I finally resorted to YouTube and found a spin workout, but the first five minutes were devoted to a tutorial about setting up the bike properly. I skipped ahead but went too far. I skipped back but went too far. I finally heard music and just left it there. For about 18 minutes I raced and climbed and recovered, until my cellular connection bit the dust. At that point it was either let Resistance win or spontaneously combust. So I angrily grabbed my water and headed for the spa. ( If that last sentence isn’t a first-world statement, I don’t know what is.)
I won’t even go into detail about what happened the next day, when the weather was absolutely perfect for outdoor riding. But it involved things like a flat tire, a repair attempt that resulted in a severely pinched finger, a brief marital spat and a few tears.
Does exercising have to be so #@$% hard?
You might think I’m crazy, but I’m absolutely certain Resistance has it out for me. Author Steven Pressfield has written a lot about the idea of resistance, most notably in his book The War of Art. His basic premise is that there’s a force, a stealthy, cunning, commanding force that opposes pretty much anything good we set out to accomplish. “The more important a call or action is to our soul’s evolution,” says Pressfield, “the more Resistance we will feel toward pursuing it.”
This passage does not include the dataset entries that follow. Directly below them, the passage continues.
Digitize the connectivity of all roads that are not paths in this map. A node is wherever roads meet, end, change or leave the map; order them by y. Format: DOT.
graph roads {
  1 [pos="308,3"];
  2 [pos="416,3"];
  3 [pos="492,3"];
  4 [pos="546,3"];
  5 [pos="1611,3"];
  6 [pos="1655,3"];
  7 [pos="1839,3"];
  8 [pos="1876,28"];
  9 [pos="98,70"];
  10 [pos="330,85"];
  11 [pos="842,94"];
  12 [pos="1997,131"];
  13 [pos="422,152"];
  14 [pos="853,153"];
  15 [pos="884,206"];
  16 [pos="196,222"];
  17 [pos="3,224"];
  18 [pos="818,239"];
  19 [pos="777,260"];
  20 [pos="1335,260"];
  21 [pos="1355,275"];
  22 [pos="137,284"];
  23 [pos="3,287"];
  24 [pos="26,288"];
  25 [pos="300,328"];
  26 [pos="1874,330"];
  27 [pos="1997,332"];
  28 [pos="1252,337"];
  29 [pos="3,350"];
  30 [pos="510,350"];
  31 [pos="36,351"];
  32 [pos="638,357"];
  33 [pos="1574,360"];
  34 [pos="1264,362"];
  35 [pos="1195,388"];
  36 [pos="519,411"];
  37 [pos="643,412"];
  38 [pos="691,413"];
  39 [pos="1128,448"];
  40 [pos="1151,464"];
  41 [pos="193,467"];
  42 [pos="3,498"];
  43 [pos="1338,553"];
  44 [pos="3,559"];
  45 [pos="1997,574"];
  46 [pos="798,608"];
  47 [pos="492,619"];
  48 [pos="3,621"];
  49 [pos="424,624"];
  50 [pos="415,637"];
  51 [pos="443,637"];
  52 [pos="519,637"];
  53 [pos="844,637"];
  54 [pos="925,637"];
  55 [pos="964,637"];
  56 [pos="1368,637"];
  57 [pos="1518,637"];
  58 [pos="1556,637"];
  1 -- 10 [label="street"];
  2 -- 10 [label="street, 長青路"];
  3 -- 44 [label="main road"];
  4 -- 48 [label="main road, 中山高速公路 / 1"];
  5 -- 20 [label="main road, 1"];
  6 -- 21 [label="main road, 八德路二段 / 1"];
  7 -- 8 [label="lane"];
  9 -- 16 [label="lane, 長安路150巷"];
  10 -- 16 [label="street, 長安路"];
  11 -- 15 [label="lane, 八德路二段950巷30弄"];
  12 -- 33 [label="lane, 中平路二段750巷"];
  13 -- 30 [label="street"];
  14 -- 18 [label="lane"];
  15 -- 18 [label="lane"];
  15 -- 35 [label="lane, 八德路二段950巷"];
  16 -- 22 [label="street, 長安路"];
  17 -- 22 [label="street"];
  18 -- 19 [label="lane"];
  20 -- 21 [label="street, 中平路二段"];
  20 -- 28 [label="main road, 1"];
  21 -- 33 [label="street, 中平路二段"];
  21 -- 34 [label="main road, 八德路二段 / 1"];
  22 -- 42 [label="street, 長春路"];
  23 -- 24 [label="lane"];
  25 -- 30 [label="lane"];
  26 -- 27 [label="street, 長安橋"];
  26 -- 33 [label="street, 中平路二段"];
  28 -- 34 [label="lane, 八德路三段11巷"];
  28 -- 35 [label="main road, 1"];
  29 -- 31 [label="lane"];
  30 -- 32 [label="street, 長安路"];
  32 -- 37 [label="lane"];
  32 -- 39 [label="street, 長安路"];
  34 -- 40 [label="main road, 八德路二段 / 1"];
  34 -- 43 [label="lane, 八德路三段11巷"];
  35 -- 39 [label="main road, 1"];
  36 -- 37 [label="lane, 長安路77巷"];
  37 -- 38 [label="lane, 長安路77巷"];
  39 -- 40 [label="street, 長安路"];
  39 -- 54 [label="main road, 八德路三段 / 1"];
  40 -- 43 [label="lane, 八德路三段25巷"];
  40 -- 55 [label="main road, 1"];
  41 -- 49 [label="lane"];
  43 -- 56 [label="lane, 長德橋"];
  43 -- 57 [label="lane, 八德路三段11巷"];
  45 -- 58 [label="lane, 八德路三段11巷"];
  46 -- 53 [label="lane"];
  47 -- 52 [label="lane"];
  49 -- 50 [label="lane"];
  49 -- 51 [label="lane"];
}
Clearly, taking care of my aging body is of supreme importance. I know this because every time I try and do it Resistance appears out of nowhere and initiates the throw down. It’s as predictable as death and taxes.
But I cannot let it win.
The National Academy of Sports Medicine estimates that we lose one-half to one percent of our muscle mass per year after age 35, unless we engage in some sort of regular effort to prevent it. That means that a person who doesn’t do any weight bearing exercise will lose up to twenty percent of her muscle mass by age 55. I don’t know about you, but that scares the hell out of me. Take it twenty years hence and I could be a 75 year-old who’s lost up to 40% of her muscle mass.
And that ain’t pretty.
Of course it’s not as much about looks at this stage of the game. It’s more about coming to terms with what my future will look like if I do nothing.
So I keep trying.
Last week I made a commitment to try some cardio weight classes at my local rec center, and my efforts confirmed what I already knew: I’m a fitness poser. An entire wall of mirrors and a hovering instructor don’t lie. The teacher was clearly concerned when I started getting dizzy.
“Did you eat this morning?” she asked.
“No,” I replied.
She shook her head at me and made me sit down on the step and place my forehead on the big rubber ball, while everyone else kept moving. I felt like the kid who’d been rescued out of the shallow end of the pool. When I saw her at the gym the next day I asked if she thought I should come back to her class.
“Yes,” she enthusiastically replied.
For a split second I felt a twinge of hope and relief at her answer. Maybe I wasn’t as bad as I thought I was.
But then she continued her sentence. “We’ll just have to make some major modifications.”